(LISTED ENTRIES begins)

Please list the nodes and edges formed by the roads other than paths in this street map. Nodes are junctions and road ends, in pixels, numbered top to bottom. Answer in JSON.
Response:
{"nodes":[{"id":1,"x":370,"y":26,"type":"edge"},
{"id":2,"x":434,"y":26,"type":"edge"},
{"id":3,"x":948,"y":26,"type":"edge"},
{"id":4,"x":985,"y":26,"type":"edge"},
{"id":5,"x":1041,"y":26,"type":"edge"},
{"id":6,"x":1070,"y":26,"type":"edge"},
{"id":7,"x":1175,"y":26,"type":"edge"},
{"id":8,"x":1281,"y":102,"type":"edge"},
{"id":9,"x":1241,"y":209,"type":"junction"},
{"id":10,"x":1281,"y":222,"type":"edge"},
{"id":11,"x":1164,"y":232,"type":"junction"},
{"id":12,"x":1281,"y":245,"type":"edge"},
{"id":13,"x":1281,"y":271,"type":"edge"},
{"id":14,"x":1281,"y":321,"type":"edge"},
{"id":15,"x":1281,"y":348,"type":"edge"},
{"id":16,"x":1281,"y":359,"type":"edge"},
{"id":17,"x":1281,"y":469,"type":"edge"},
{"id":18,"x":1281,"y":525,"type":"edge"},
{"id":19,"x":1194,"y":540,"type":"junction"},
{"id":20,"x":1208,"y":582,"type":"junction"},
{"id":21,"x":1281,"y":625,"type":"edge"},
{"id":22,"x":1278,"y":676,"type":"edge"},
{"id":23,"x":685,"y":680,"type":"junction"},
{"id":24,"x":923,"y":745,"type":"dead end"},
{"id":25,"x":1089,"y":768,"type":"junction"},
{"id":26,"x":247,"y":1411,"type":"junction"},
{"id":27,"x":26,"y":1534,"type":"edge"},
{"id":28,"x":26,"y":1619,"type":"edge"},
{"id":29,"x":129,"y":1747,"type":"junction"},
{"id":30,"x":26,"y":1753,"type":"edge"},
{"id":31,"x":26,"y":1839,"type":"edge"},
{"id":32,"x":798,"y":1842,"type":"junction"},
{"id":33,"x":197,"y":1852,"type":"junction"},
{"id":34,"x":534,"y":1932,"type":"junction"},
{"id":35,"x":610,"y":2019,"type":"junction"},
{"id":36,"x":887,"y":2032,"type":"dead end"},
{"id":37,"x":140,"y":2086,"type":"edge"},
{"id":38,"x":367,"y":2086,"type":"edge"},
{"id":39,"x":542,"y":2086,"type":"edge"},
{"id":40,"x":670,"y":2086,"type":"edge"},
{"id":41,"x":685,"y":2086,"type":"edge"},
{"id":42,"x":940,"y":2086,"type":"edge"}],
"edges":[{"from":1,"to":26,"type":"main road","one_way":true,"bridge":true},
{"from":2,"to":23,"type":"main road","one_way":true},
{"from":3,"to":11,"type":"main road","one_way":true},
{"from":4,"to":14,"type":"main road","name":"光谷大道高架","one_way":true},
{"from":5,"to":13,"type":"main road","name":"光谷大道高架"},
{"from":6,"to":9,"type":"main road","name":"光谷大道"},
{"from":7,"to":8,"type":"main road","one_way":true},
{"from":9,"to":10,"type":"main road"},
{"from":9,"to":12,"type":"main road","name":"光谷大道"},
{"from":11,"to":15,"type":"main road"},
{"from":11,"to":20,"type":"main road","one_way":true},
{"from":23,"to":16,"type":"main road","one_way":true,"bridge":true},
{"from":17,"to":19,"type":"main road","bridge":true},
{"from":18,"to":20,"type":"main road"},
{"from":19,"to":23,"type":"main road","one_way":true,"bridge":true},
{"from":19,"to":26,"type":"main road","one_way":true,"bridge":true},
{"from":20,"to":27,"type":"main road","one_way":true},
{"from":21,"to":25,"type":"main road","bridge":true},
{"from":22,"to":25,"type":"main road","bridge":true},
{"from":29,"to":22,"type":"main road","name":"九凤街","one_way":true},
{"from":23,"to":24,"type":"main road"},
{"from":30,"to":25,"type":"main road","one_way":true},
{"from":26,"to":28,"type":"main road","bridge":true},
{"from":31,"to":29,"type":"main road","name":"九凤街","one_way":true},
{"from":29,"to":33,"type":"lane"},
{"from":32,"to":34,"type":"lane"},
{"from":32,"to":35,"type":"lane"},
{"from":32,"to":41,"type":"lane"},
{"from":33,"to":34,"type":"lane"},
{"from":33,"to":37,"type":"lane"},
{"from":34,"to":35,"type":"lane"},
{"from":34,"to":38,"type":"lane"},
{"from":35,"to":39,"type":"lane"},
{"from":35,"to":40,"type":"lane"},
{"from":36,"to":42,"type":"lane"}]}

(LISTED ENTRIES ends)

# EXERCISE GOAL
An exact copy of the listing is what's needed here.

# ANSWER SPACE
Please list the nodes and edges formed by the roads other than paths in this street map. Nodes are junctions and road ends, in pixels, numbered top to bottom. Answer in JSON.
Response:
{"nodes":[{"id":1,"x":370,"y":26,"type":"edge"},
{"id":2,"x":434,"y":26,"type":"edge"},
{"id":3,"x":948,"y":26,"type":"edge"},
{"id":4,"x":985,"y":26,"type":"edge"},
{"id":5,"x":1041,"y":26,"type":"edge"},
{"id":6,"x":1070,"y":26,"type":"edge"},
{"id":7,"x":1175,"y":26,"type":"edge"},
{"id":8,"x":1281,"y":102,"type":"edge"},
{"id":9,"x":1241,"y":209,"type":"junction"},
{"id":10,"x":1281,"y":222,"type":"edge"},
{"id":11,"x":1164,"y":232,"type":"junction"},
{"id":12,"x":1281,"y":245,"type":"edge"},
{"id":13,"x":1281,"y":271,"type":"edge"},
{"id":14,"x":1281,"y":321,"type":"edge"},
{"id":15,"x":1281,"y":348,"type":"edge"},
{"id":16,"x":1281,"y":359,"type":"edge"},
{"id":17,"x":1281,"y":469,"type":"edge"},
{"id":18,"x":1281,"y":525,"type":"edge"},
{"id":19,"x":1194,"y":540,"type":"junction"},
{"id":20,"x":1208,"y":582,"type":"junction"},
{"id":21,"x":1281,"y":625,"type":"edge"},
{"id":22,"x":1278,"y":676,"type":"edge"},
{"id":23,"x":685,"y":680,"type":"junction"},
{"id":24,"x":923,"y":745,"type":"dead end"},
{"id":25,"x":1089,"y":768,"type":"junction"},
{"id":26,"x":247,"y":1411,"type":"junction"},
{"id":27,"x":26,"y":1534,"type":"edge"},
{"id":28,"x":26,"y":1619,"type":"edge"},
{"id":29,"x":129,"y":1747,"type":"junction"},
{"id":30,"x":26,"y":1753,"type":"edge"},
{"id":31,"x":26,"y":1839,"type":"edge"},
{"id":32,"x":798,"y":1842,"type":"junction"},
{"id":33,"x":197,"y":1852,"type":"junction"},
{"id":34,"x":534,"y":1932,"type":"junction"},
{"id":35,"x":610,"y":2019,"type":"junction"},
{"id":36,"x":887,"y":2032,"type":"dead end"},
{"id":37,"x":140,"y":2086,"type":"edge"},
{"id":38,"x":367,"y":2086,"type":"edge"},
{"id":39,"x":542,"y":2086,"type":"edge"},
{"id":40,"x":670,"y":2086,"type":"edge"},
{"id":41,"x":685,"y":2086,"type":"edge"},
{"id":42,"x":940,"y":2086,"type":"edge"}],
"edges":[{"from":1,"to":26,"type":"main road","one_way":true,"bridge":true},
{"from":2,"to":23,"type":"main road","one_way":true},
{"from":3,"to":11,"type":"main road","one_way":true},
{"from":4,"to":14,"type":"main road","name":"光谷大道高架","one_way":true},
{"from":5,"to":13,"type":"main road","name":"光谷大道高架"},
{"from":6,"to":9,"type":"main road","name":"光谷大道"},
{"from":7,"to":8,"type":"main road","one_way":true},
{"from":9,"to":10,"type":"main road"},
{"from":9,"to":12,"type":"main road","name":"光谷大道"},
{"from":11,"to":15,"type":"main road"},
{"from":11,"to":20,"type":"main road","one_way":true},
{"from":23,"to":16,"type":"main road","one_way":true,"bridge":true},
{"from":17,"to":19,"type":"main road","bridge":true},
{"from":18,"to":20,"type":"main road"},
{"from":19,"to":23,"type":"main road","one_way":true,"bridge":true},
{"from":19,"to":26,"type":"main road","one_way":true,"bridge":true},
{"from":20,"to":27,"type":"main road","one_way":true},
{"from":21,"to":25,"type":"main road","bridge":true},
{"from":22,"to":25,"type":"main road","bridge":true},
{"from":29,"to":22,"type":"main road","name":"九凤街","one_way":true},
{"from":23,"to":24,"type":"main road"},
{"from":30,"to":25,"type":"main road","one_way":true},
{"from":26,"to":28,"type":"main road","bridge":true},
{"from":31,"to":29,"type":"main road","name":"九凤街","one_way":true},
{"from":29,"to":33,"type":"lane"},
{"from":32,"to":34,"type":"lane"},
{"from":32,"to":35,"type":"lane"},
{"from":32,"to":41,"type":"lane"},
{"from":33,"to":34,"type":"lane"},
{"from":33,"to":37,"type":"lane"},
{"from":34,"to":35,"type":"lane"},
{"from":34,"to":38,"type":"lane"},
{"from":35,"to":39,"type":"lane"},
{"from":35,"to":40,"type":"lane"},
{"from":36,"to":42,"type":"lane"}]}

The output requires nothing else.